## [INFORMATION PROVIDED]
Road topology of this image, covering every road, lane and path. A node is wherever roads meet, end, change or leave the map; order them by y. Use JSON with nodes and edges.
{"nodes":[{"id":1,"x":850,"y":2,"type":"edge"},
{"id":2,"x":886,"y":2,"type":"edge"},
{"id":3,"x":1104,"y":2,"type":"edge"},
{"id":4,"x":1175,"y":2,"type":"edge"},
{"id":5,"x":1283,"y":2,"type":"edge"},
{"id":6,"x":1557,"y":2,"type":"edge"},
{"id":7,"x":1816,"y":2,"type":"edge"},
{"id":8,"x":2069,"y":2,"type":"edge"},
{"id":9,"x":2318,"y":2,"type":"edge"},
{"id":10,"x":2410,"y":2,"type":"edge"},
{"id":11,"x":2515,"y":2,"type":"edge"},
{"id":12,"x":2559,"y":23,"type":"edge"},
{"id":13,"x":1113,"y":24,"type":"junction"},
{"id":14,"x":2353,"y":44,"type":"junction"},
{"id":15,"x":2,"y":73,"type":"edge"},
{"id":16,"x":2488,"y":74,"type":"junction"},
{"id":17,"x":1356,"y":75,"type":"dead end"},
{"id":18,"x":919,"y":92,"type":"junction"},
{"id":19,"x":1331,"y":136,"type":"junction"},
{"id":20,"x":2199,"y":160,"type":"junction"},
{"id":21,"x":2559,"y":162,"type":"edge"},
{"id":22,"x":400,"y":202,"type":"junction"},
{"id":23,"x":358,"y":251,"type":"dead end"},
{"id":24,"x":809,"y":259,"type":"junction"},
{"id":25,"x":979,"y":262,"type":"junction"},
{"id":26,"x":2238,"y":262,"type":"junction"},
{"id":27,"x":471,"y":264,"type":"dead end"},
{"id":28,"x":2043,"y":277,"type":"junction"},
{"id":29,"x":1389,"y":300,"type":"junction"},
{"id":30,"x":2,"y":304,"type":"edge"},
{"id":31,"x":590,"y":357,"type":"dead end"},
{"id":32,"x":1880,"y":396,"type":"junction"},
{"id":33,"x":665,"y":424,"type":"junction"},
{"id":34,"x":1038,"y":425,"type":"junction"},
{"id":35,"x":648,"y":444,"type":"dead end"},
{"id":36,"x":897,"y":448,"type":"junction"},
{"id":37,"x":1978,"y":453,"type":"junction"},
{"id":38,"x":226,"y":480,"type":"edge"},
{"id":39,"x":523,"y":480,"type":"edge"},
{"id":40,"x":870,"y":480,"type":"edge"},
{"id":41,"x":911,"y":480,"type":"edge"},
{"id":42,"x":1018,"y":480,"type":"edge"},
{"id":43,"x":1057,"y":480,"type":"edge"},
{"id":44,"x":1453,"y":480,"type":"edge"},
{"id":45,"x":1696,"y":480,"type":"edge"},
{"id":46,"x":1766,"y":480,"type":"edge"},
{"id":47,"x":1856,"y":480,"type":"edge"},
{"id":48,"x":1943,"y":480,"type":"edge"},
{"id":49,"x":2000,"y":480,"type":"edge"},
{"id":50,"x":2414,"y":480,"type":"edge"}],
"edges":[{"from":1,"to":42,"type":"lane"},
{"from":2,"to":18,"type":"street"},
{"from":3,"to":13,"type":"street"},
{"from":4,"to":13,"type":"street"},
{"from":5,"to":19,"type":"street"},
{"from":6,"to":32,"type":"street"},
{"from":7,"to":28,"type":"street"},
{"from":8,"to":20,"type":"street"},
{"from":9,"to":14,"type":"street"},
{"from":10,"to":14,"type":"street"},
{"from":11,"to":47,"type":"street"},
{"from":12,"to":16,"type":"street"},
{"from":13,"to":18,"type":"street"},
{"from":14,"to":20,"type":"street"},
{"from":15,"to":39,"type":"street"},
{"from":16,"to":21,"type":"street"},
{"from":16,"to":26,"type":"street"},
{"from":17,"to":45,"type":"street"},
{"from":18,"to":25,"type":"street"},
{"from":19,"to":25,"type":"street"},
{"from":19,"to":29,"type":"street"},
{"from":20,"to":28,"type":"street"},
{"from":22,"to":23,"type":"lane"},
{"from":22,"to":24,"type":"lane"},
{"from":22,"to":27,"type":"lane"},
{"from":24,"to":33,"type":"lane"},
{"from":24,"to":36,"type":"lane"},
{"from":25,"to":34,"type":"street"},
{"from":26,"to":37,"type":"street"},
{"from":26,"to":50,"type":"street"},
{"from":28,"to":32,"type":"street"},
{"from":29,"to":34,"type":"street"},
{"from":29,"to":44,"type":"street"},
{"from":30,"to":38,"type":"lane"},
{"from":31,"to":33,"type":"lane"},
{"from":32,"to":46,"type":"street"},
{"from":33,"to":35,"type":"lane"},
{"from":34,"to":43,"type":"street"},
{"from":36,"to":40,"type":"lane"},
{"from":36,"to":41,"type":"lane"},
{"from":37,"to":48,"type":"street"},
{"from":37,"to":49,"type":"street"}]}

## [TASK OBJECTIVE]
Copy out each record word for word.

## [EXERCISE OUTPUT]
Road topology of this image, covering every road, lane and path. A node is wherever roads meet, end, change or leave the map; order them by y. Use JSON with nodes and edges.
{"nodes":[{"id":1,"x":850,"y":2,"type":"edge"},
{"id":2,"x":886,"y":2,"type":"edge"},
{"id":3,"x":1104,"y":2,"type":"edge"},
{"id":4,"x":1175,"y":2,"type":"edge"},
{"id":5,"x":1283,"y":2,"type":"edge"},
{"id":6,"x":1557,"y":2,"type":"edge"},
{"id":7,"x":1816,"y":2,"type":"edge"},
{"id":8,"x":2069,"y":2,"type":"edge"},
{"id":9,"x":2318,"y":2,"type":"edge"},
{"id":10,"x":2410,"y":2,"type":"edge"},
{"id":11,"x":2515,"y":2,"type":"edge"},
{"id":12,"x":2559,"y":23,"type":"edge"},
{"id":13,"x":1113,"y":24,"type":"junction"},
{"id":14,"x":2353,"y":44,"type":"junction"},
{"id":15,"x":2,"y":73,"type":"edge"},
{"id":16,"x":2488,"y":74,"type":"junction"},
{"id":17,"x":1356,"y":75,"type":"dead end"},
{"id":18,"x":919,"y":92,"type":"junction"},
{"id":19,"x":1331,"y":136,"type":"junction"},
{"id":20,"x":2199,"y":160,"type":"junction"},
{"id":21,"x":2559,"y":162,"type":"edge"},
{"id":22,"x":400,"y":202,"type":"junction"},
{"id":23,"x":358,"y":251,"type":"dead end"},
{"id":24,"x":809,"y":259,"type":"junction"},
{"id":25,"x":979,"y":262,"type":"junction"},
{"id":26,"x":2238,"y":262,"type":"junction"},
{"id":27,"x":471,"y":264,"type":"dead end"},
{"id":28,"x":2043,"y":277,"type":"junction"},
{"id":29,"x":1389,"y":300,"type":"junction"},
{"id":30,"x":2,"y":304,"type":"edge"},
{"id":31,"x":590,"y":357,"type":"dead end"},
{"id":32,"x":1880,"y":396,"type":"junction"},
{"id":33,"x":665,"y":424,"type":"junction"},
{"id":34,"x":1038,"y":425,"type":"junction"},
{"id":35,"x":648,"y":444,"type":"dead end"},
{"id":36,"x":897,"y":448,"type":"junction"},
{"id":37,"x":1978,"y":453,"type":"junction"},
{"id":38,"x":226,"y":480,"type":"edge"},
{"id":39,"x":523,"y":480,"type":"edge"},
{"id":40,"x":870,"y":480,"type":"edge"},
{"id":41,"x":911,"y":480,"type":"edge"},
{"id":42,"x":1018,"y":480,"type":"edge"},
{"id":43,"x":1057,"y":480,"type":"edge"},
{"id":44,"x":1453,"y":480,"type":"edge"},
{"id":45,"x":1696,"y":480,"type":"edge"},
{"id":46,"x":1766,"y":480,"type":"edge"},
{"id":47,"x":1856,"y":480,"type":"edge"},
{"id":48,"x":1943,"y":480,"type":"edge"},
{"id":49,"x":2000,"y":480,"type":"edge"},
{"id":50,"x":2414,"y":480,"type":"edge"}],
"edges":[{"from":1,"to":42,"type":"lane"},
{"from":2,"to":18,"type":"street"},
{"from":3,"to":13,"type":"street"},
{"from":4,"to":13,"type":"street"},
{"from":5,"to":19,"type":"street"},
{"from":6,"to":32,"type":"street"},
{"from":7,"to":28,"type":"street"},
{"from":8,"to":20,"type":"street"},
{"from":9,"to":14,"type":"street"},
{"from":10,"to":14,"type":"street"},
{"from":11,"to":47,"type":"street"},
{"from":12,"to":16,"type":"street"},
{"from":13,"to":18,"type":"street"},
{"from":14,"to":20,"type":"street"},
{"from":15,"to":39,"type":"street"},
{"from":16,"to":21,"type":"street"},
{"from":16,"to":26,"type":"street"},
{"from":17,"to":45,"type":"street"},
{"from":18,"to":25,"type":"street"},
{"from":19,"to":25,"type":"street"},
{"from":19,"to":29,"type":"street"},
{"from":20,"to":28,"type":"street"},
{"from":22,"to":23,"type":"lane"},
{"from":22,"to":24,"type":"lane"},
{"from":22,"to":27,"type":"lane"},
{"from":24,"to":33,"type":"lane"},
{"from":24,"to":36,"type":"lane"},
{"from":25,"to":34,"type":"street"},
{"from":26,"to":37,"type":"street"},
{"from":26,"to":50,"type":"street"},
{"from":28,"to":32,"type":"street"},
{"from":29,"to":34,"type":"street"},
{"from":29,"to":44,"type":"street"},
{"from":30,"to":38,"type":"lane"},
{"from":31,"to":33,"type":"lane"},
{"from":32,"to":46,"type":"street"},
{"from":33,"to":35,"type":"lane"},
{"from":34,"to":43,"type":"street"},
{"from":36,"to":40,"type":"lane"},
{"from":36,"to":41,"type":"lane"},
{"from":37,"to":48,"type":"street"},
{"from":37,"to":49,"type":"street"}]}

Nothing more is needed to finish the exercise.